If a line of the data below holds the string "highway", copy it.

Records from a collection
BEGIN
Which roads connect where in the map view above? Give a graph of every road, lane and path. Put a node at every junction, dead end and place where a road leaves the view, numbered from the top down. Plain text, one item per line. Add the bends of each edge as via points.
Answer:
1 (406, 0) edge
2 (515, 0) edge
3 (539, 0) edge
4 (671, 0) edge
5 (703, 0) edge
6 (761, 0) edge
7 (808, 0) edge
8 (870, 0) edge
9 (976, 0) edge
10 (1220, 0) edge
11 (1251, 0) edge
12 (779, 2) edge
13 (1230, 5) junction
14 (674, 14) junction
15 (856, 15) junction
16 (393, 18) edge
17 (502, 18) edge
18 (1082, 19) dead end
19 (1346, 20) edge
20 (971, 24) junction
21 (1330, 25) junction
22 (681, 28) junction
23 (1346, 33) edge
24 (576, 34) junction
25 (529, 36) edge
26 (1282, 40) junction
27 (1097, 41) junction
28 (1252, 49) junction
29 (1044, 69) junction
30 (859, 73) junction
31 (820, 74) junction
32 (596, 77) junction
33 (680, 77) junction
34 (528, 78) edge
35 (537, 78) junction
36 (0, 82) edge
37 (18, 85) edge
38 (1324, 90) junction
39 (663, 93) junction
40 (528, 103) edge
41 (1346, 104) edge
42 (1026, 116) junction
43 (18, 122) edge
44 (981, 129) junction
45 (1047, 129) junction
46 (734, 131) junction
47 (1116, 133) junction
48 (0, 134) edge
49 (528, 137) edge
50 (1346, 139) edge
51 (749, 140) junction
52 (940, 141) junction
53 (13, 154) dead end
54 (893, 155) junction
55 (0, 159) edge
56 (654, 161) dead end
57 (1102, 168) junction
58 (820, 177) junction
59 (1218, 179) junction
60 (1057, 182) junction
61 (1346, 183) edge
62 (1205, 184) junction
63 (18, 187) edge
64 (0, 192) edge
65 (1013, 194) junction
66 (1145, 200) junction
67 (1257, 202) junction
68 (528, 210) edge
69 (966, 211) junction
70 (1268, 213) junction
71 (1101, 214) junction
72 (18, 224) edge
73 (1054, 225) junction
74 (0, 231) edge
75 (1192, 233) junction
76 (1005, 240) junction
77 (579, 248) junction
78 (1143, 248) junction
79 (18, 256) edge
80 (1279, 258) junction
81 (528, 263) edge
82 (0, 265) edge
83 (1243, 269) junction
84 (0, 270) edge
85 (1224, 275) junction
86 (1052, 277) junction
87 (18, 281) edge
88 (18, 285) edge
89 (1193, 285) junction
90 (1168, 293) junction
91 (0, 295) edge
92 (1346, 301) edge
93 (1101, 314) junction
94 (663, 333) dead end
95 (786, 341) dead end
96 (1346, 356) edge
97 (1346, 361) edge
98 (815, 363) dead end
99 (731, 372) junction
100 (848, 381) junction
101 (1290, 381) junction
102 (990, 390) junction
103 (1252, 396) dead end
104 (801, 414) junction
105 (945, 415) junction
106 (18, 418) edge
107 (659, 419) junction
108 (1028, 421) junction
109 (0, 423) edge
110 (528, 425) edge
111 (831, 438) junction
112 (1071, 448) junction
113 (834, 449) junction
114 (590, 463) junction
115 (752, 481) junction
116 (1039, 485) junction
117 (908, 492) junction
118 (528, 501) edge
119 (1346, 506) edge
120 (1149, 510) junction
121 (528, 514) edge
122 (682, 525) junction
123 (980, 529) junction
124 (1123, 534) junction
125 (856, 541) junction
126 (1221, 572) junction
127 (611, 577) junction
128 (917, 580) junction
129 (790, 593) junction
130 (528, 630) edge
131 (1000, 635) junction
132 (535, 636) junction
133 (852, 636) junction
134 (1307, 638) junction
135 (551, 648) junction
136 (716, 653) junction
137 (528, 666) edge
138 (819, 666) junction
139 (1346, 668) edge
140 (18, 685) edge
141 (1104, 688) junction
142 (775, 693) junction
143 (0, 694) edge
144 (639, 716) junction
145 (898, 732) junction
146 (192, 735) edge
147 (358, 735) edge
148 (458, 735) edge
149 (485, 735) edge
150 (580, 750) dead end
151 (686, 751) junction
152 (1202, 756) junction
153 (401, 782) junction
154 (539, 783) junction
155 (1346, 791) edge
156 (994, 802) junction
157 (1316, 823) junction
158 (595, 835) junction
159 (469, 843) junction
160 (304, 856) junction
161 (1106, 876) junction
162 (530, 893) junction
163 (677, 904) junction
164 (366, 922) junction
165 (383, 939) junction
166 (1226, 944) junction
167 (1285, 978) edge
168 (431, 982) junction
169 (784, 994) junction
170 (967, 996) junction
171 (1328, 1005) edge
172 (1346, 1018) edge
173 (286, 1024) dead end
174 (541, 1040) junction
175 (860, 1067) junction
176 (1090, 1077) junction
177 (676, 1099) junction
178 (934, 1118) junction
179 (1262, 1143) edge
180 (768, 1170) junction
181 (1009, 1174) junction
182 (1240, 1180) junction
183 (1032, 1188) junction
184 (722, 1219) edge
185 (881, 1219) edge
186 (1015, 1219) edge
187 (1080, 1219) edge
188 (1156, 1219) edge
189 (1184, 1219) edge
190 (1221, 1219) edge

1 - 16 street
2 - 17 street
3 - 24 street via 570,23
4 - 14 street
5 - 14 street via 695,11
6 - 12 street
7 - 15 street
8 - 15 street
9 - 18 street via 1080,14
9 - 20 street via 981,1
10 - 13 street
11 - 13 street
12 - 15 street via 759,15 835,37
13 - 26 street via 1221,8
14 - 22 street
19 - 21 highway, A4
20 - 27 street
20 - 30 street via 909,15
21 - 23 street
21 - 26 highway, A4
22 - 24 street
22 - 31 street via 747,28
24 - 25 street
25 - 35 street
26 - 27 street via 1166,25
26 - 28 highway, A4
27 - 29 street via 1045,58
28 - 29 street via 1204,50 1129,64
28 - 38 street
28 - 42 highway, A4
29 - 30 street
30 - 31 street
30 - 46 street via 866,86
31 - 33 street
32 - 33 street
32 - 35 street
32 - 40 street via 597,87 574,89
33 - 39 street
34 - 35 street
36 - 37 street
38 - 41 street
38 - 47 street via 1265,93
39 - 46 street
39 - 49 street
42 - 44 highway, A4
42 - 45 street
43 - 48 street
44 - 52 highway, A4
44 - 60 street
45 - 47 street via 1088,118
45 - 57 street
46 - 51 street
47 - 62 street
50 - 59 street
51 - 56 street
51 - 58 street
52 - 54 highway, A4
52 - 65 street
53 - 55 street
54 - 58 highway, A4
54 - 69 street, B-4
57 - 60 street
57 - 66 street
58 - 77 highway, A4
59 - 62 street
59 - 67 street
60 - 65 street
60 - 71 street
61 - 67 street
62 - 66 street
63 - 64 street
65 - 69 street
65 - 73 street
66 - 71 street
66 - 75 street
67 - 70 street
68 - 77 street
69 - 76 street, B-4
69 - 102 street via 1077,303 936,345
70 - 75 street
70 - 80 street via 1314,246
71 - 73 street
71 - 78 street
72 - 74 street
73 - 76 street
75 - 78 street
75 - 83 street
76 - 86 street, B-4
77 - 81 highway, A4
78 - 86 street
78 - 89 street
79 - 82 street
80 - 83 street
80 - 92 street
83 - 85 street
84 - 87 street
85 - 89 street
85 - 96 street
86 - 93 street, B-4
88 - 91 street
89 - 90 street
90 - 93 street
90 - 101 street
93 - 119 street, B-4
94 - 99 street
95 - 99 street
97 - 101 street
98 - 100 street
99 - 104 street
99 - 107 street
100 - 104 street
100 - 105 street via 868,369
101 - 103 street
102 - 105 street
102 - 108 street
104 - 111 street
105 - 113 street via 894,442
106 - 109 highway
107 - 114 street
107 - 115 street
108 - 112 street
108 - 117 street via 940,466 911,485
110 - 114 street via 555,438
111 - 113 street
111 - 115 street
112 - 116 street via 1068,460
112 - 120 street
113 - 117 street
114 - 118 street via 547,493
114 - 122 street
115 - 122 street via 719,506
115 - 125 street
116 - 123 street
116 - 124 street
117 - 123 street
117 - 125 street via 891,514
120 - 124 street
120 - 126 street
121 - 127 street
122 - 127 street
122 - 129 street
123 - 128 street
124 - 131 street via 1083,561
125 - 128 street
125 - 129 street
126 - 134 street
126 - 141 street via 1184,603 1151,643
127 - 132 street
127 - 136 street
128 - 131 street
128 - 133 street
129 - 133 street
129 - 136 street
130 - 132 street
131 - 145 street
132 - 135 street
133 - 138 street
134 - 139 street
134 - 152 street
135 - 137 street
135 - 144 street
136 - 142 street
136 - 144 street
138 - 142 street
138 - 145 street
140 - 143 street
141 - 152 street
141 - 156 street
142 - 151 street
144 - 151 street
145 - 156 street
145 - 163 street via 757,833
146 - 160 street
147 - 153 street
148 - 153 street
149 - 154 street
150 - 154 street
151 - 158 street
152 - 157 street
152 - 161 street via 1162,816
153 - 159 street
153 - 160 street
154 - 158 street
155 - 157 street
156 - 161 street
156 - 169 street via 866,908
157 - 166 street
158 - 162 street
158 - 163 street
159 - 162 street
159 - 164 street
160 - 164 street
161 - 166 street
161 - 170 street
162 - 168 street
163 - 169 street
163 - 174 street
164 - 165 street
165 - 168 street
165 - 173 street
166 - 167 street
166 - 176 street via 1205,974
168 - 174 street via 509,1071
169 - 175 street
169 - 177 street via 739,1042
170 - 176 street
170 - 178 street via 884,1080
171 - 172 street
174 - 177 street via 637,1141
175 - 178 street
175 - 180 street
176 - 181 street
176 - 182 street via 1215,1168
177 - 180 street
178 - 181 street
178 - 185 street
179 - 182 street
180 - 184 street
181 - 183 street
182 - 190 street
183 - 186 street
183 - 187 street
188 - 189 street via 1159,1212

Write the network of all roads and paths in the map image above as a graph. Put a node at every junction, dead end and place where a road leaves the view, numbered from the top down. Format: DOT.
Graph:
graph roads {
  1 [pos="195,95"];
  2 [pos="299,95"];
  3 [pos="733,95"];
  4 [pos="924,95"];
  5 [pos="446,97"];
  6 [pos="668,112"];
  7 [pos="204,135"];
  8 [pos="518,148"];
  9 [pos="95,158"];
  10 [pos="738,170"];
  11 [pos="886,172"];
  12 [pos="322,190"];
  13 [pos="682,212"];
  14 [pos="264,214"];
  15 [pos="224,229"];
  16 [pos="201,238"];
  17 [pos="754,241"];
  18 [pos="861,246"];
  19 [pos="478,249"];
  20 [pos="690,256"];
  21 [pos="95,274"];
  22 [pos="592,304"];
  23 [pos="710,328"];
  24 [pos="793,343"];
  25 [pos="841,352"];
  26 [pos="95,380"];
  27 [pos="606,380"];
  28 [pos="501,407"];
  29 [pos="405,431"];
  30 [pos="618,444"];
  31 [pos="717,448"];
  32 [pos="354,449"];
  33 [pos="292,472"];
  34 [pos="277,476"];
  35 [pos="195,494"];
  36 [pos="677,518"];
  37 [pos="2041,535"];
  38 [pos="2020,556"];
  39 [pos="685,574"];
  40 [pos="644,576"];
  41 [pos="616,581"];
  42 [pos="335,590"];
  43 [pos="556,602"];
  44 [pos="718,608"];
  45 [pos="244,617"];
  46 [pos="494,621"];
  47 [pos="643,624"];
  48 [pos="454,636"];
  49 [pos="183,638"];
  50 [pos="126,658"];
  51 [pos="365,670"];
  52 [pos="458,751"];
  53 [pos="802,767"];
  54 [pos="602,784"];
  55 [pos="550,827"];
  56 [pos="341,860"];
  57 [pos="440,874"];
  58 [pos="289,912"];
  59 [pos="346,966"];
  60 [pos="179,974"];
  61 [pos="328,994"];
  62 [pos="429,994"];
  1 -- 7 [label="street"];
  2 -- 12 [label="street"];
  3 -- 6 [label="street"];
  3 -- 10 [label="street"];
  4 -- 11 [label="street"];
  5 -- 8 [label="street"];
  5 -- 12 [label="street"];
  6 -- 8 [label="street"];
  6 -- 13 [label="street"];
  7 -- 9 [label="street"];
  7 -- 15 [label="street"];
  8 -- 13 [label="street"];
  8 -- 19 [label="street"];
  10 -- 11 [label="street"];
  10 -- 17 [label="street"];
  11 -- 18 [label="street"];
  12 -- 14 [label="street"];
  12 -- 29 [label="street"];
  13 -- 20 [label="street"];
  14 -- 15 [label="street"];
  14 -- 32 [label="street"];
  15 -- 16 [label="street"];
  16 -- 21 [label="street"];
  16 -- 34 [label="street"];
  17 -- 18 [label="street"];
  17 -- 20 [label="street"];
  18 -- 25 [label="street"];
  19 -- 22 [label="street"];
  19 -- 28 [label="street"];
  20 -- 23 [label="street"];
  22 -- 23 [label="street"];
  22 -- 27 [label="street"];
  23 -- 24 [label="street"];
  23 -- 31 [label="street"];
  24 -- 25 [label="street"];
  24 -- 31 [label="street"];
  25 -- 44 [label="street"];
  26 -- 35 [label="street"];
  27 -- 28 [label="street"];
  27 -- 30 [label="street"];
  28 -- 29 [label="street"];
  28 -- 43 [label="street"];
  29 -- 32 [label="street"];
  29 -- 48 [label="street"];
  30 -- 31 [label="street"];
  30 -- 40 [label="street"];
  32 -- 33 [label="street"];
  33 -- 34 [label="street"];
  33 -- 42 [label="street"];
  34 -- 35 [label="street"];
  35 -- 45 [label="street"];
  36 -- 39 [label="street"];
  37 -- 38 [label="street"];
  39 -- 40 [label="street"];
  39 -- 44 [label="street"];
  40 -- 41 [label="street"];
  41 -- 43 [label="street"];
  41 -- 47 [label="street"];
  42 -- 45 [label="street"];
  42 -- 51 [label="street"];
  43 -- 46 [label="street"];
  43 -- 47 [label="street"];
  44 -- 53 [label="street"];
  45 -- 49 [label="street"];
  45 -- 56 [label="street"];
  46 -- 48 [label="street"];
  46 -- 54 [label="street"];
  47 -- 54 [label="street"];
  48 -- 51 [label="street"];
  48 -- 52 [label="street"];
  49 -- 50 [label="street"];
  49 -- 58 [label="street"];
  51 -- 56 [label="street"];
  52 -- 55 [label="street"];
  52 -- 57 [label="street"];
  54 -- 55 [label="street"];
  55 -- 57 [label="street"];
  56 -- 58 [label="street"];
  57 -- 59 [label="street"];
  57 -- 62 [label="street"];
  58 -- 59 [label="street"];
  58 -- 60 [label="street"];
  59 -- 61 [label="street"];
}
END
**ANSWER BELOW:**
19 - 21 highway, A4
21 - 26 highway, A4
26 - 28 highway, A4
28 - 42 highway, A4
42 - 44 highway, A4
44 - 52 highway, A4
52 - 54 highway, A4
54 - 58 highway, A4
58 - 77 highway, A4
77 - 81 highway, A4
106 - 109 highway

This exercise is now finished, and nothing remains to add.